*Instructions for the task*
Check the data underneath for lines holding the word "roads", and state only how many you find.

*Collected data*
===

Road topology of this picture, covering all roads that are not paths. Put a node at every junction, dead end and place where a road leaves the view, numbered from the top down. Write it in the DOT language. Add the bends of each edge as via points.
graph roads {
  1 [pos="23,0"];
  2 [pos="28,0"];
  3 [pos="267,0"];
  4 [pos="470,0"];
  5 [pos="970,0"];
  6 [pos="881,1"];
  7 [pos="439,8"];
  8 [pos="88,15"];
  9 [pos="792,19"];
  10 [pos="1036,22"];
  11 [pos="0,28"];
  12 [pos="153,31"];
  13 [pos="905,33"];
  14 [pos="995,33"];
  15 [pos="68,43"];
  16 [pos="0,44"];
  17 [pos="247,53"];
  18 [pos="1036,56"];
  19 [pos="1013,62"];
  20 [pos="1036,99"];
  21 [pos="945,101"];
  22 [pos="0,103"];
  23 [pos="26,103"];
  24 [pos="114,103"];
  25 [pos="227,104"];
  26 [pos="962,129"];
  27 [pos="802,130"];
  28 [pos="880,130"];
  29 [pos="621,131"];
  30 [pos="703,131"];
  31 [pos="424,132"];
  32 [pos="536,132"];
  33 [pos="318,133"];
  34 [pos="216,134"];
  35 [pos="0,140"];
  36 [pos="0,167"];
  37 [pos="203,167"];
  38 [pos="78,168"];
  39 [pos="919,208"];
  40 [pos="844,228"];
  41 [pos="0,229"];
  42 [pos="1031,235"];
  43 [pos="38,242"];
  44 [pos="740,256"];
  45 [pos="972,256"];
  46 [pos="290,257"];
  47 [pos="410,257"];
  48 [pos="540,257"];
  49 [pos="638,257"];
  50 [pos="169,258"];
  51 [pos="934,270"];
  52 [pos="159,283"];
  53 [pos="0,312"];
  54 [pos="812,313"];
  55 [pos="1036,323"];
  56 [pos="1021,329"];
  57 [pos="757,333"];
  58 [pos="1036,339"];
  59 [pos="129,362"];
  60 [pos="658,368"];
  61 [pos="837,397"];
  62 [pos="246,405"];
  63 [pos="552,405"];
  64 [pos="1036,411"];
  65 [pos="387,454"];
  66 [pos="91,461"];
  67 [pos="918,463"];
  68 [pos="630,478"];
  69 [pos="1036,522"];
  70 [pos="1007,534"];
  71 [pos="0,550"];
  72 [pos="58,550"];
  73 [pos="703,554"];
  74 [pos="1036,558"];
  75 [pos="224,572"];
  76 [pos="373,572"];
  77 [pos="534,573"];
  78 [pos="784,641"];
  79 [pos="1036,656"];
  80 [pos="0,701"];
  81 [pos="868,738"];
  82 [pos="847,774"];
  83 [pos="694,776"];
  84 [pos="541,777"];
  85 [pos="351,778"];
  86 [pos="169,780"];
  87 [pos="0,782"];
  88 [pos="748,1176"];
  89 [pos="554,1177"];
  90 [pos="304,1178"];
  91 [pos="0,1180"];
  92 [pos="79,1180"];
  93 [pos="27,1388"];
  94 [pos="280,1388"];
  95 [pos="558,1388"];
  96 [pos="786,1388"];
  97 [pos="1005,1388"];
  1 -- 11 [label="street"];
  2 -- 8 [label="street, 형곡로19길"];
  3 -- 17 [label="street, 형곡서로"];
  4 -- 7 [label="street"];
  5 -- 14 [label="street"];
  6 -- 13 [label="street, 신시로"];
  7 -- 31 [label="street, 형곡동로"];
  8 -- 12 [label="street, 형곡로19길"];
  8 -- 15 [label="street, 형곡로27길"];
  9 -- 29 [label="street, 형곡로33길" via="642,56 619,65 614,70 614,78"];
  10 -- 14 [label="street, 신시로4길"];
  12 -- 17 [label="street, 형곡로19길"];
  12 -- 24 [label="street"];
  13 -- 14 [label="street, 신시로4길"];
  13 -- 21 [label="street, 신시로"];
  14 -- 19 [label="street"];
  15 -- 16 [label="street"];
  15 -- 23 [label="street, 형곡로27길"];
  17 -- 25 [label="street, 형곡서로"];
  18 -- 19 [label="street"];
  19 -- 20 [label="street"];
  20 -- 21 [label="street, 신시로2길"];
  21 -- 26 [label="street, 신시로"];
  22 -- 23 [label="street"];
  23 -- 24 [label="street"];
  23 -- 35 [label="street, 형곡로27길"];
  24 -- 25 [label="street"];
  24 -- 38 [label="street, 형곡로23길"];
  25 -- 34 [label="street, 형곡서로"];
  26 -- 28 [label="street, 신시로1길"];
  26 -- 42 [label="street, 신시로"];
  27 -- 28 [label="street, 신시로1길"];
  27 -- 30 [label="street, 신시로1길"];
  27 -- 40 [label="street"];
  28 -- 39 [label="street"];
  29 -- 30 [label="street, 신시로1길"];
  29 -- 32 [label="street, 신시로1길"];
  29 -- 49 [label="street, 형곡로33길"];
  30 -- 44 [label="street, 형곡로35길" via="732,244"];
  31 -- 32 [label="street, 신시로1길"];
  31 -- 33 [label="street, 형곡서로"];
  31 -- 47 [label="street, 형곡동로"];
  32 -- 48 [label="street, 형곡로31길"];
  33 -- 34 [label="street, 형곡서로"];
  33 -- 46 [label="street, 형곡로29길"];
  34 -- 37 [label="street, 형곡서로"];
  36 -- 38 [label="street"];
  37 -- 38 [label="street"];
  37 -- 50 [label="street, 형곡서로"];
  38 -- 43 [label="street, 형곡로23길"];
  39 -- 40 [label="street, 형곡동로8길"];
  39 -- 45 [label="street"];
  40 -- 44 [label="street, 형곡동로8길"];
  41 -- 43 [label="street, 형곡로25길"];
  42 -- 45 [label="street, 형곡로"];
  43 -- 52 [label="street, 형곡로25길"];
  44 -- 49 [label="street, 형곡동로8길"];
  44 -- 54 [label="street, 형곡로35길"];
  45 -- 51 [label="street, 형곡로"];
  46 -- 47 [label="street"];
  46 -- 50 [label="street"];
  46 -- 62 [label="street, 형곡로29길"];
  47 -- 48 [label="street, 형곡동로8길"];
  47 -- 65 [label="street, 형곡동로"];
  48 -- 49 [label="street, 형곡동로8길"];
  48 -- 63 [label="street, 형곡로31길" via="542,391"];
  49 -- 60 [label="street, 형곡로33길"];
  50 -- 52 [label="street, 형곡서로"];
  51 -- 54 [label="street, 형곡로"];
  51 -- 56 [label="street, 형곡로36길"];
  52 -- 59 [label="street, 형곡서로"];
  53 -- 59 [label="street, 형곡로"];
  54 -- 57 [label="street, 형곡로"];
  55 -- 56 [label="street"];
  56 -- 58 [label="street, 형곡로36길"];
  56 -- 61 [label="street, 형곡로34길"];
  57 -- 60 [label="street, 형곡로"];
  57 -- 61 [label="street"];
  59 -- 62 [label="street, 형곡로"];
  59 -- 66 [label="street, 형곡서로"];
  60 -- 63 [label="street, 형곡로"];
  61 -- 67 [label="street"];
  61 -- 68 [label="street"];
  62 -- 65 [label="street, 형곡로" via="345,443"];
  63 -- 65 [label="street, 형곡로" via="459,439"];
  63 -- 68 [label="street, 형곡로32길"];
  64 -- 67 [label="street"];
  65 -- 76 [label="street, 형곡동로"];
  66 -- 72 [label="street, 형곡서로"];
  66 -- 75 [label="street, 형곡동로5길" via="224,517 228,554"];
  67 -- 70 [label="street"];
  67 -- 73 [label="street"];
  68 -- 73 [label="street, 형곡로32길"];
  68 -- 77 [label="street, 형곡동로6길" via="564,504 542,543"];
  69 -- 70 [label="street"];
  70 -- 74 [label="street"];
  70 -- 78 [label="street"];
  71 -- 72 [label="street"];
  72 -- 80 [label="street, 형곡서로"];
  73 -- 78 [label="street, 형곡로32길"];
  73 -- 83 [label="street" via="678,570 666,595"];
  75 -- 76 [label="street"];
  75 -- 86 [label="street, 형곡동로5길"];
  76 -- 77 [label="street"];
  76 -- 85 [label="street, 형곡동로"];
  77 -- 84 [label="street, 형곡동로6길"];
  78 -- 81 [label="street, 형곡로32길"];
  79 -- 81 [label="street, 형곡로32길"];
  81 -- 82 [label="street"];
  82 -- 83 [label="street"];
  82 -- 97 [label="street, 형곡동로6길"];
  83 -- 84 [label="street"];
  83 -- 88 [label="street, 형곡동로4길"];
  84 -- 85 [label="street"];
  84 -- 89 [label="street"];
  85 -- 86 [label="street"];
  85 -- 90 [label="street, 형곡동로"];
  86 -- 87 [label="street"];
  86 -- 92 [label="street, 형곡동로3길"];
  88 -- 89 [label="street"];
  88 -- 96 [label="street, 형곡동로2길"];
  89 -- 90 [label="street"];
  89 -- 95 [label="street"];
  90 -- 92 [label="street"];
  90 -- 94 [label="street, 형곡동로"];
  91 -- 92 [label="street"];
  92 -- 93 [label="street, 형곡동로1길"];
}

===

*Answer to this exercise*
2